§ Assignment:
Every entry must be output exactly as it is written.

(Stored items from a collection)
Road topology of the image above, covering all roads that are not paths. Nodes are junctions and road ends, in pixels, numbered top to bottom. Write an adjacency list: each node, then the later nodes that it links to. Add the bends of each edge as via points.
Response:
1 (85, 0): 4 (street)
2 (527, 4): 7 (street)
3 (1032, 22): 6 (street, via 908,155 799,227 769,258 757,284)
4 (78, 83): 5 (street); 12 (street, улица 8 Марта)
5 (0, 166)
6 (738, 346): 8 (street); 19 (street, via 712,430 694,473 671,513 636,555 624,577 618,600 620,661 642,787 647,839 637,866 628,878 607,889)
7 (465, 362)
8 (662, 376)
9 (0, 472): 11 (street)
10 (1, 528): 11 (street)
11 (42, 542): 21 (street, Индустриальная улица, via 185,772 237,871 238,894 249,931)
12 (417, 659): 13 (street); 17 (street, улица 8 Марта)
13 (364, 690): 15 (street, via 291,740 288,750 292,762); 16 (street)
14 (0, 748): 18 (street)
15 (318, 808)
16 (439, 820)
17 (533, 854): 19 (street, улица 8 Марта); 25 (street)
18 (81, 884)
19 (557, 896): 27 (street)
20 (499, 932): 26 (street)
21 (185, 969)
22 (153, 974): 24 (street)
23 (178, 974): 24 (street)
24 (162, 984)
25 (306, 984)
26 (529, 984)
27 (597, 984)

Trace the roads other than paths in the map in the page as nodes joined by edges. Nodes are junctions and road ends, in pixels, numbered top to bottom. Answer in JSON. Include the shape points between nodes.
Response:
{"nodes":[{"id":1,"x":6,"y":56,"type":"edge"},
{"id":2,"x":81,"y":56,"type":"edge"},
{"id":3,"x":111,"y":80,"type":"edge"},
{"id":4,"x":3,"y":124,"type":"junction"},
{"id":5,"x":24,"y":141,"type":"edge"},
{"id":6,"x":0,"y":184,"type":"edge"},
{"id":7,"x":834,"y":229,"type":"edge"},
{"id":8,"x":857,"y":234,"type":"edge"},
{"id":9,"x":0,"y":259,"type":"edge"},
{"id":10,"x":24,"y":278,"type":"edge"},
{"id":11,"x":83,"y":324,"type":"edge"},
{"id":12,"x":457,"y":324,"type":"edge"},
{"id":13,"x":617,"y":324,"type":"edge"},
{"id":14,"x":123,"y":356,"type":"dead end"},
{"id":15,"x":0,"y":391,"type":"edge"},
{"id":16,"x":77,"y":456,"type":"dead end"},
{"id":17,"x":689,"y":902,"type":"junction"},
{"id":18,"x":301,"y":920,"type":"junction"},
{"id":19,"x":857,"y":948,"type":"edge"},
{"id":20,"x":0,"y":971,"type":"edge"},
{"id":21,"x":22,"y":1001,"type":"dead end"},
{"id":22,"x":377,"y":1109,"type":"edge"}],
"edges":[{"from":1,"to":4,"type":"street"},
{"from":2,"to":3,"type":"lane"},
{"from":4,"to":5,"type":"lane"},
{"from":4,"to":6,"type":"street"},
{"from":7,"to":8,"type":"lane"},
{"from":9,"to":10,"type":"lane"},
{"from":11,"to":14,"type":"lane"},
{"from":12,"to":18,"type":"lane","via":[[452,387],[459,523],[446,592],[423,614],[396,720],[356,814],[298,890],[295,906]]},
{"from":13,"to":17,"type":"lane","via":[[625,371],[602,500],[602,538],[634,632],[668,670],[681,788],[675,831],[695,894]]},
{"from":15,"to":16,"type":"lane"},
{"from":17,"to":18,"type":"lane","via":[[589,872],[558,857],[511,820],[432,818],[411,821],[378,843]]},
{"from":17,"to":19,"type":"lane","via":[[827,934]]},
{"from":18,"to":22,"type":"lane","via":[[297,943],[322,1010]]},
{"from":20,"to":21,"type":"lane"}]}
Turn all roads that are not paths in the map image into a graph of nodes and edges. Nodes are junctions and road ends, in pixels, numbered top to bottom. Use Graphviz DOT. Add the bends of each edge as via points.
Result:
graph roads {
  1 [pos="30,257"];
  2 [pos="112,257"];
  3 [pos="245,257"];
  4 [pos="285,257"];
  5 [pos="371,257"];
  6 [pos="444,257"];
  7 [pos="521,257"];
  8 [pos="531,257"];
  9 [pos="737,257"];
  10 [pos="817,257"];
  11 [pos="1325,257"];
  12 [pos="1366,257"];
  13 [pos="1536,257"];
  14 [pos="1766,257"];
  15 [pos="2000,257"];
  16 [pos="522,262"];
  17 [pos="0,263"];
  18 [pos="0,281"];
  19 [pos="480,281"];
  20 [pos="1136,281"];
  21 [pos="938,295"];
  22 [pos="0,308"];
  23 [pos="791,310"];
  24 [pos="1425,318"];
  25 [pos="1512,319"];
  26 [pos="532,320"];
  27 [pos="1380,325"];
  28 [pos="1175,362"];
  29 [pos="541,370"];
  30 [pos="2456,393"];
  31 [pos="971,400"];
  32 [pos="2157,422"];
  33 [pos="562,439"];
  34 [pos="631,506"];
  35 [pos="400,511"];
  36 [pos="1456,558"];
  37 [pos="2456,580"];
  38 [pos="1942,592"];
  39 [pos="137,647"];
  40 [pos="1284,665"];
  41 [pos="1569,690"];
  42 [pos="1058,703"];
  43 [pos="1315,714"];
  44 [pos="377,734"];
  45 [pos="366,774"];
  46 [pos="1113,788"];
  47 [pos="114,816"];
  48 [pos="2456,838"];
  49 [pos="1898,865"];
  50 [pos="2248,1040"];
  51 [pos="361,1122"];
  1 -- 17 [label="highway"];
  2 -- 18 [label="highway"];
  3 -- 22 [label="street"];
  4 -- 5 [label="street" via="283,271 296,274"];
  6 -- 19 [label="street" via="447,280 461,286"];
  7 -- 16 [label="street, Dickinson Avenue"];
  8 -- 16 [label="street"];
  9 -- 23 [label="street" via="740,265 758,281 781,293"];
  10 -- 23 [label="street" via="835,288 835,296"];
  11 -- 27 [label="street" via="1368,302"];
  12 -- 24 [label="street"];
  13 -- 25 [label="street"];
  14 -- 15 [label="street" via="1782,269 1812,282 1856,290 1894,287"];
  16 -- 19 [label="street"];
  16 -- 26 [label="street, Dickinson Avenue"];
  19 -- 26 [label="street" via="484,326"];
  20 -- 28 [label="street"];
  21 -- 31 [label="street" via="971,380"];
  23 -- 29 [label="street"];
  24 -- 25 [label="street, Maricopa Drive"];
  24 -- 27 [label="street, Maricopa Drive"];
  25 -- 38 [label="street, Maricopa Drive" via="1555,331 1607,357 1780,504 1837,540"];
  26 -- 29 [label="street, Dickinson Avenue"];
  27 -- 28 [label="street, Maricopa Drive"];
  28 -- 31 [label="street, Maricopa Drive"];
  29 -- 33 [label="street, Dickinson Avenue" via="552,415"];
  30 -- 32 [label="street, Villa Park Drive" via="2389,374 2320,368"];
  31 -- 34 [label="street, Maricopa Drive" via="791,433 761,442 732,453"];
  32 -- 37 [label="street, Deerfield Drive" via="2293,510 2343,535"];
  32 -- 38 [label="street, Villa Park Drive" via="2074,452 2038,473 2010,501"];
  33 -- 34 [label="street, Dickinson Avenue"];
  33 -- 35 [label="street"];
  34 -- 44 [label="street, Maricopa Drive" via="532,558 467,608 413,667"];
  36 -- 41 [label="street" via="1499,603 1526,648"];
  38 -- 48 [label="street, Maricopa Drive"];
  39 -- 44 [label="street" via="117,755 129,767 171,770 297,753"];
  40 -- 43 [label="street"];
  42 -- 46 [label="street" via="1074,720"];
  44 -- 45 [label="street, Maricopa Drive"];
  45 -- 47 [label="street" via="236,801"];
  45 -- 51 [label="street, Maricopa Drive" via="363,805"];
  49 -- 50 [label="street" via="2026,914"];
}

§ Reply:
Road topology of the image above, covering all roads that are not paths. Nodes are junctions and road ends, in pixels, numbered top to bottom. Write an adjacency list: each node, then the later nodes that it links to. Add the bends of each edge as via points.
Response:
1 (85, 0): 4 (street)
2 (527, 4): 7 (street)
3 (1032, 22): 6 (street, via 908,155 799,227 769,258 757,284)
4 (78, 83): 5 (street); 12 (street, улица 8 Марта)
5 (0, 166)
6 (738, 346): 8 (street); 19 (street, via 712,430 694,473 671,513 636,555 624,577 618,600 620,661 642,787 647,839 637,866 628,878 607,889)
7 (465, 362)
8 (662, 376)
9 (0, 472): 11 (street)
10 (1, 528): 11 (street)
11 (42, 542): 21 (street, Индустриальная улица, via 185,772 237,871 238,894 249,931)
12 (417, 659): 13 (street); 17 (street, улица 8 Марта)
13 (364, 690): 15 (street, via 291,740 288,750 292,762); 16 (street)
14 (0, 748): 18 (street)
15 (318, 808)
16 (439, 820)
17 (533, 854): 19 (street, улица 8 Марта); 25 (street)
18 (81, 884)
19 (557, 896): 27 (street)
20 (499, 932): 26 (street)
21 (185, 969)
22 (153, 974): 24 (street)
23 (178, 974): 24 (street)
24 (162, 984)
25 (306, 984)
26 (529, 984)
27 (597, 984)

Trace the roads other than paths in the map in the page as nodes joined by edges. Nodes are junctions and road ends, in pixels, numbered top to bottom. Answer in JSON. Include the shape points between nodes.
Response:
{"nodes":[{"id":1,"x":6,"y":56,"type":"edge"},
{"id":2,"x":81,"y":56,"type":"edge"},
{"id":3,"x":111,"y":80,"type":"edge"},
{"id":4,"x":3,"y":124,"type":"junction"},
{"id":5,"x":24,"y":141,"type":"edge"},
{"id":6,"x":0,"y":184,"type":"edge"},
{"id":7,"x":834,"y":229,"type":"edge"},
{"id":8,"x":857,"y":234,"type":"edge"},
{"id":9,"x":0,"y":259,"type":"edge"},
{"id":10,"x":24,"y":278,"type":"edge"},
{"id":11,"x":83,"y":324,"type":"edge"},
{"id":12,"x":457,"y":324,"type":"edge"},
{"id":13,"x":617,"y":324,"type":"edge"},
{"id":14,"x":123,"y":356,"type":"dead end"},
{"id":15,"x":0,"y":391,"type":"edge"},
{"id":16,"x":77,"y":456,"type":"dead end"},
{"id":17,"x":689,"y":902,"type":"junction"},
{"id":18,"x":301,"y":920,"type":"junction"},
{"id":19,"x":857,"y":948,"type":"edge"},
{"id":20,"x":0,"y":971,"type":"edge"},
{"id":21,"x":22,"y":1001,"type":"dead end"},
{"id":22,"x":377,"y":1109,"type":"edge"}],
"edges":[{"from":1,"to":4,"type":"street"},
{"from":2,"to":3,"type":"lane"},
{"from":4,"to":5,"type":"lane"},
{"from":4,"to":6,"type":"street"},
{"from":7,"to":8,"type":"lane"},
{"from":9,"to":10,"type":"lane"},
{"from":11,"to":14,"type":"lane"},
{"from":12,"to":18,"type":"lane","via":[[452,387],[459,523],[446,592],[423,614],[396,720],[356,814],[298,890],[295,906]]},
{"from":13,"to":17,"type":"lane","via":[[625,371],[602,500],[602,538],[634,632],[668,670],[681,788],[675,831],[695,894]]},
{"from":15,"to":16,"type":"lane"},
{"from":17,"to":18,"type":"lane","via":[[589,872],[558,857],[511,820],[432,818],[411,821],[378,843]]},
{"from":17,"to":19,"type":"lane","via":[[827,934]]},
{"from":18,"to":22,"type":"lane","via":[[297,943],[322,1010]]},
{"from":20,"to":21,"type":"lane"}]}
Turn all roads that are not paths in the map image into a graph of nodes and edges. Nodes are junctions and road ends, in pixels, numbered top to bottom. Use Graphviz DOT. Add the bends of each edge as via points.
Result:
graph roads {
  1 [pos="30,257"];
  2 [pos="112,257"];
  3 [pos="245,257"];
  4 [pos="285,257"];
  5 [pos="371,257"];
  6 [pos="444,257"];
  7 [pos="521,257"];
  8 [pos="531,257"];
  9 [pos="737,257"];
  10 [pos="817,257"];
  11 [pos="1325,257"];
  12 [pos="1366,257"];
  13 [pos="1536,257"];
  14 [pos="1766,257"];
  15 [pos="2000,257"];
  16 [pos="522,262"];
  17 [pos="0,263"];
  18 [pos="0,281"];
  19 [pos="480,281"];
  20 [pos="1136,281"];
  21 [pos="938,295"];
  22 [pos="0,308"];
  23 [pos="791,310"];
  24 [pos="1425,318"];
  25 [pos="1512,319"];
  26 [pos="532,320"];
  27 [pos="1380,325"];
  28 [pos="1175,362"];
  29 [pos="541,370"];
  30 [pos="2456,393"];
  31 [pos="971,400"];
  32 [pos="2157,422"];
  33 [pos="562,439"];
  34 [pos="631,506"];
  35 [pos="400,511"];
  36 [pos="1456,558"];
  37 [pos="2456,580"];
  38 [pos="1942,592"];
  39 [pos="137,647"];
  40 [pos="1284,665"];
  41 [pos="1569,690"];
  42 [pos="1058,703"];
  43 [pos="1315,714"];
  44 [pos="377,734"];
  45 [pos="366,774"];
  46 [pos="1113,788"];
  47 [pos="114,816"];
  48 [pos="2456,838"];
  49 [pos="1898,865"];
  50 [pos="2248,1040"];
  51 [pos="361,1122"];
  1 -- 17 [label="highway"];
  2 -- 18 [label="highway"];
  3 -- 22 [label="street"];
  4 -- 5 [label="street" via="283,271 296,274"];
  6 -- 19 [label="street" via="447,280 461,286"];
  7 -- 16 [label="street, Dickinson Avenue"];
  8 -- 16 [label="street"];
  9 -- 23 [label="street" via="740,265 758,281 781,293"];
  10 -- 23 [label="street" via="835,288 835,296"];
  11 -- 27 [label="street" via="1368,302"];
  12 -- 24 [label="street"];
  13 -- 25 [label="street"];
  14 -- 15 [label="street" via="1782,269 1812,282 1856,290 1894,287"];
  16 -- 19 [label="street"];
  16 -- 26 [label="street, Dickinson Avenue"];
  19 -- 26 [label="street" via="484,326"];
  20 -- 28 [label="street"];
  21 -- 31 [label="street" via="971,380"];
  23 -- 29 [label="street"];
  24 -- 25 [label="street, Maricopa Drive"];
  24 -- 27 [label="street, Maricopa Drive"];
  25 -- 38 [label="street, Maricopa Drive" via="1555,331 1607,357 1780,504 1837,540"];
  26 -- 29 [label="street, Dickinson Avenue"];
  27 -- 28 [label="street, Maricopa Drive"];
  28 -- 31 [label="street, Maricopa Drive"];
  29 -- 33 [label="street, Dickinson Avenue" via="552,415"];
  30 -- 32 [label="street, Villa Park Drive" via="2389,374 2320,368"];
  31 -- 34 [label="street, Maricopa Drive" via="791,433 761,442 732,453"];
  32 -- 37 [label="street, Deerfield Drive" via="2293,510 2343,535"];
  32 -- 38 [label="street, Villa Park Drive" via="2074,452 2038,473 2010,501"];
  33 -- 34 [label="street, Dickinson Avenue"];
  33 -- 35 [label="street"];
  34 -- 44 [label="street, Maricopa Drive" via="532,558 467,608 413,667"];
  36 -- 41 [label="street" via="1499,603 1526,648"];
  38 -- 48 [label="street, Maricopa Drive"];
  39 -- 44 [label="street" via="117,755 129,767 171,770 297,753"];
  40 -- 43 [label="street"];
  42 -- 46 [label="street" via="1074,720"];
  44 -- 45 [label="street, Maricopa Drive"];
  45 -- 47 [label="street" via="236,801"];
  45 -- 51 [label="street, Maricopa Drive" via="363,805"];
  49 -- 50 [label="street" via="2026,914"];
}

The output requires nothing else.